By Adrian G. Uribarri

March 19, 2010 @ 4:48 PM

It's pretty clear that President Barack Obama's focus on health care has left other legislative priorities lower on the policy totem pole.

Now, Obama has made a final push for health care reform, and, albeit with plenty of controversy, it seems likely that Democrats will pass their bill. So powerful unions appear to be shifting their resources from health care to another topic: immigration.

While activists in many corners of the policy world feel neglected, some immigration activists feel so slighted that they're boarding buses from Chicago to Washington just to send a message. A send-off tomorrow could represent an official move from health care to other issues on labor's lobbying front.

Organizers estimate that about 6,000 people leave Illinois for the capital tomorrow evening to call for comprehensive immigration reform. Dozens of buses are scheduled to roll out from Chicago's U.S. Cellular Field around 7 p.m., packed with members of labor, faith and community organizations around the city.

Several area political leaders, including Alderman Danny Solis, also plan to attend the rally.

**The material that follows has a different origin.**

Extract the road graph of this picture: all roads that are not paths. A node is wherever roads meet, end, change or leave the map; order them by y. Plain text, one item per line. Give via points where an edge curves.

"The reality is that people are in a really bad situation right now," says Laura Garza, vice president of the Service Employees International Union Local 1. "Until we fix our broken immigration system, we're still going to have employers using the workers so they can drive down wages."

SEIU's Local 1 alone represents more than 50,000 workers throughout Illinois, Indiana, Missouri, Ohio, Texas and Wisconsin. The powerful national organization poured millions of dollars into the 2008 campaign cycle to help Obama get elected.

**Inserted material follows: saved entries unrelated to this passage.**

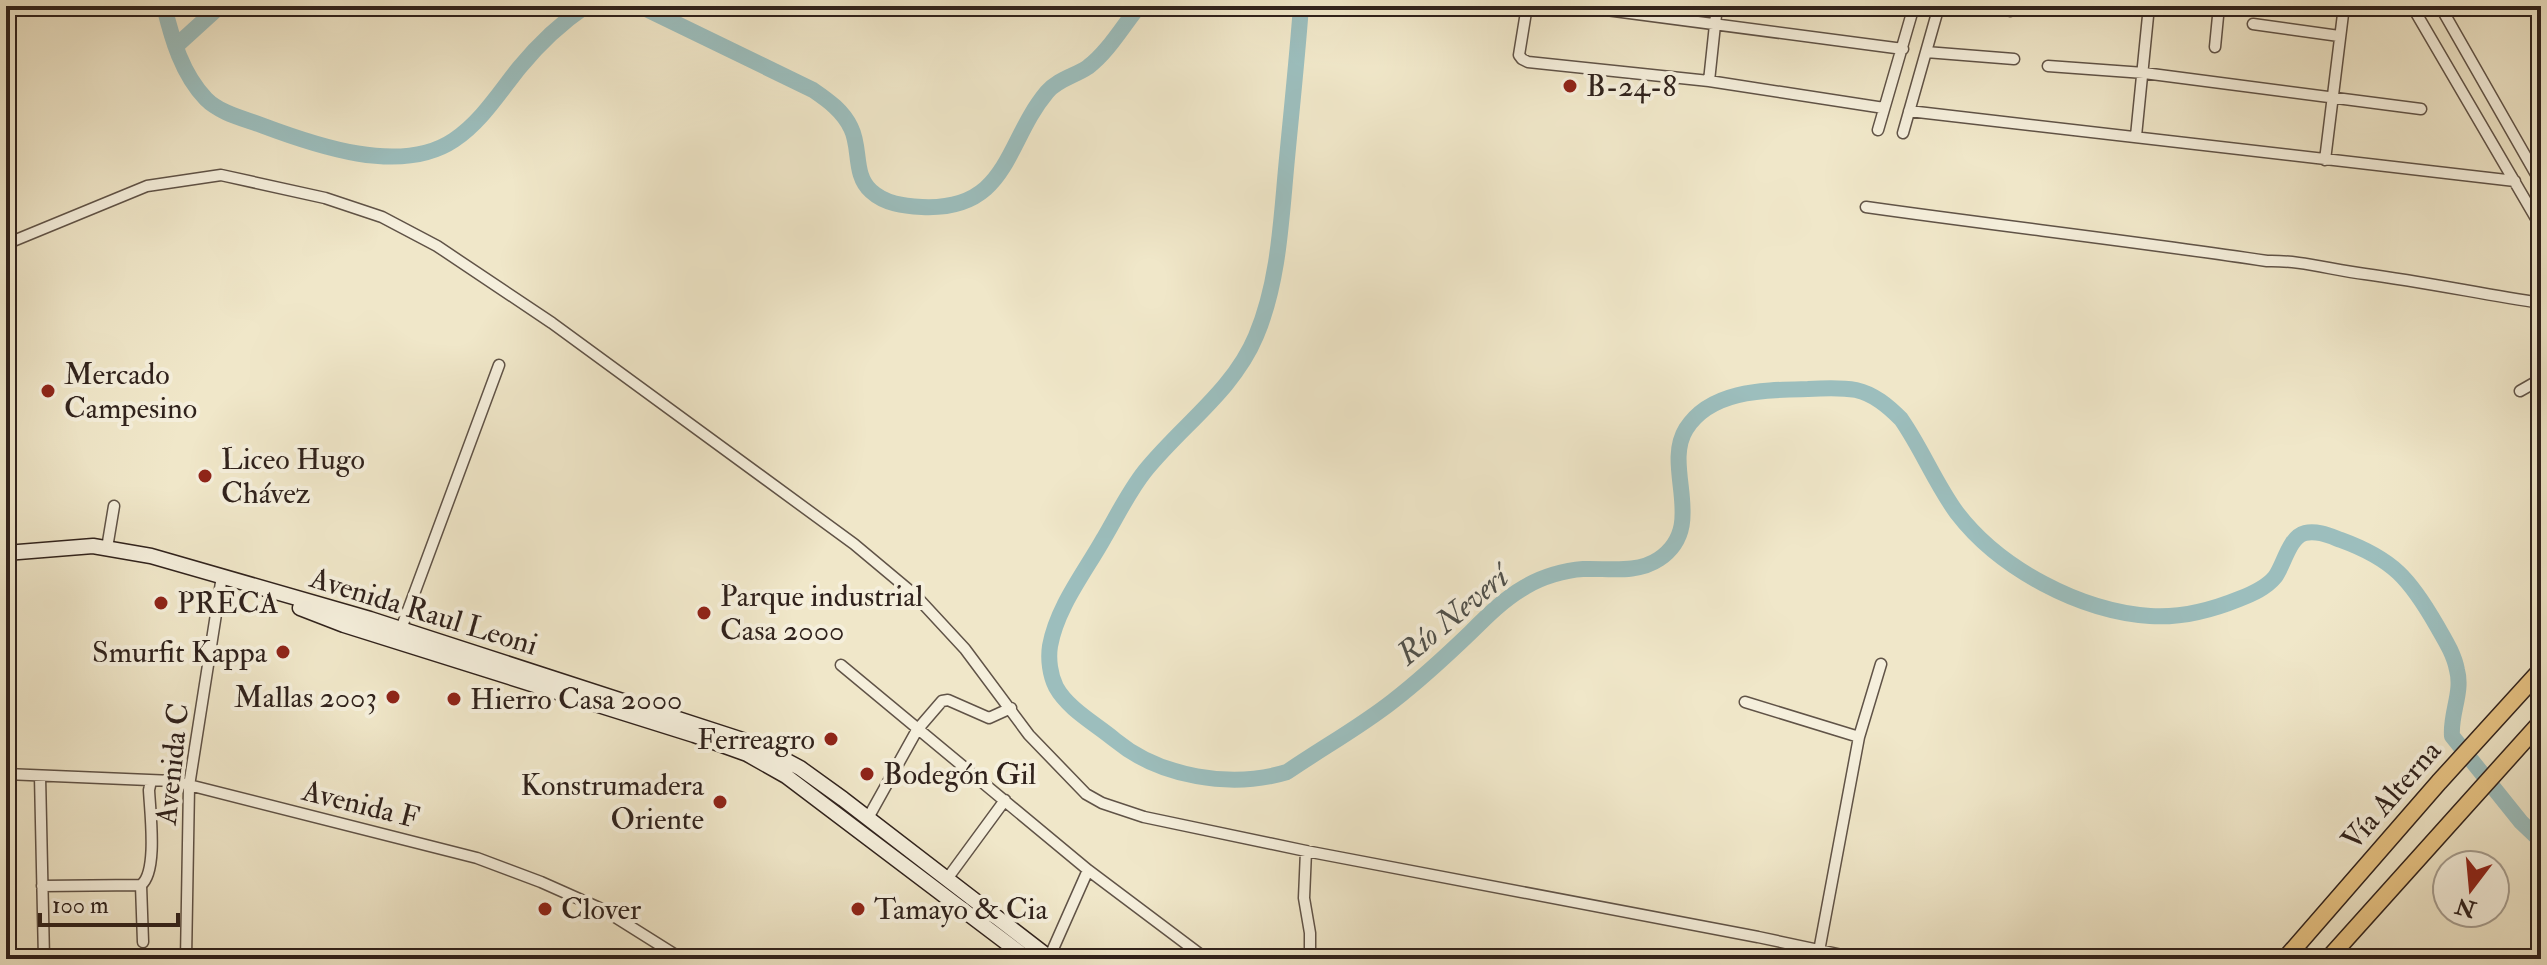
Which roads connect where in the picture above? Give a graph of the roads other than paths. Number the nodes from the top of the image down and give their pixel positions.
1 (1527, 6) edge
2 (1576, 6) edge
3 (1717, 6) edge
4 (1914, 6) edge
5 (1939, 6) edge
6 (2104, 6) edge
7 (2219, 6) edge
8 (2344, 6) edge
9 (2412, 6) edge
10 (2440, 6) edge
11 (2149, 8) edge
12 (1715, 24) junction
13 (2253, 24) dead end
14 (2339, 36) junction
15 (2215, 47) dead end
16 (1903, 49) junction
17 (1926, 52) junction
18 (2014, 59) dead end
19 (2048, 66) dead end
20 (2144, 73) junction
21 (1709, 81) junction
22 (2333, 97) junction
23 (1884, 108) junction
24 (2421, 109) dead end
25 (1909, 111) junction
26 (1878, 130) dead end
27 (1903, 133) dead end
28 (2136, 136) junction
29 (2325, 160) junction
30 (2515, 181) junction
31 (2541, 183) edge
32 (1866, 207) dead end
33 (2541, 227) edge
34 (6, 244) edge
35 (2541, 303) edge
36 (499, 365) dead end
37 (2541, 379) edge
38 (2520, 391) dead end
39 (114, 506) dead end
40 (107, 548) junction
41 (6, 553) edge
42 (222, 576) junction
43 (401, 629) junction
44 (1881, 664) dead end
45 (841, 665) dead end
46 (2541, 670) edge
47 (1745, 702) dead end
48 (1011, 708) junction
49 (2541, 722) edge
50 (917, 730) junction
51 (1859, 737) junction
52 (6, 774) edge
53 (40, 776) junction
54 (151, 781) junction
55 (189, 786) junction
56 (1005, 800) junction
57 (868, 818) junction
58 (1306, 851) junction
59 (1088, 870) junction
60 (947, 879) junction
61 (141, 885) junction
62 (42, 886) junction
63 (143, 942) dead end
64 (1819, 951) junction
65 (1050, 958) edge
66 (1205, 958) edge
67 (44, 959) edge
68 (186, 959) edge
69 (682, 959) edge
70 (1028, 959) edge
71 (1310, 959) edge
72 (1861, 959) edge
73 (2285, 959) edge
74 (2328, 959) edge

1 - 21 street
2 - 12 street
3 - 12 street
4 - 16 street
5 - 17 street
6 - 11 street
7 - 15 street
8 - 14 street
9 - 30 street
10 - 31 street
11 - 20 street
12 - 16 street
12 - 21 street
13 - 14 street
14 - 22 street
16 - 23 street
17 - 18 street
17 - 25 street
19 - 20 street
20 - 22 street
20 - 28 street
21 - 23 street
22 - 24 street
22 - 29 street
23 - 26 street
25 - 27 street
25 - 28 street
28 - 29 street
29 - 30 street
30 - 33 street
32 - 35 street
34 - 48 street
36 - 43 street
37 - 38 street
39 - 40 street
40 - 41 main road
40 - 42 main road
42 - 43 main road, Avenida Raul Leoni
42 - 55 street, Avenida C
42 - 70 main road, Avenida Raul Leoni
43 - 57 main road, Avenida Raul Leoni
44 - 51 street
45 - 50 street
46 - 73 highway, Vía Alterna
47 - 51 street
48 - 50 street
48 - 58 street
49 - 74 highway, Vía Alterna
50 - 56 street
50 - 57 street
51 - 64 street
52 - 53 street, Avenida F
53 - 54 street, Avenida F
53 - 62 street
54 - 55 street, Avenida F
54 - 61 street
55 - 68 street, Avenida C
55 - 69 street, Avenida F
56 - 59 street
56 - 60 street
57 - 60 main road, Avenida Raul Leoni
58 - 64 street
58 - 71 street
59 - 65 street
59 - 66 street
60 - 65 main road, Avenida Raul Leoni
61 - 62 street
61 - 63 street
62 - 67 street
64 - 72 street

The union's intention, Garza says, is to make him and fellow Democrats keep campaign promises.

"People are not going to let this one go," she told me. "We're going to remind Congress and remind President Obama of the promises they made that they were going to have immigration reform this year."

Yet almost a year has passed without serious focus on immigration, and even unions, some of immigrants' most influential allies, have seemed preoccupied with the health care debate.

Garza emphasized that SEIU has always focused on immigration issues. But she acknowledged that the passage of the health care bill could help labor organizations reenergize the discussion around immigration.

"We've never shifted from the immigration focus," Garza told me. "I just think that the resources are going to free up a little bit once we pass health care reform. We're going to get some reinforcement now."

It's not as if the issues are easily separated, however. Activists and legislators across the country have linked health care with immigration.

Earlier this week, Democratic U.S. Rep. Luis Gutierrez went so far as to link their fates, saying he would vote against the health care bill unless the Obama administration followed through on promises that it would revamp immigration policy. It was a jarring threat from one of Obama's strongest allies in the president's hometown Chicago.

But yesterday, the White House backed a bipartisan "framework" for immigration reform — securing Gutierrez's vote. The political wavering illustrated the level of concern among Latino activists that not enough has been done to help immigrants.

"A lot of this is faith," Gutierrez said in a WBUR radio interview. "The health care vote is but one vote."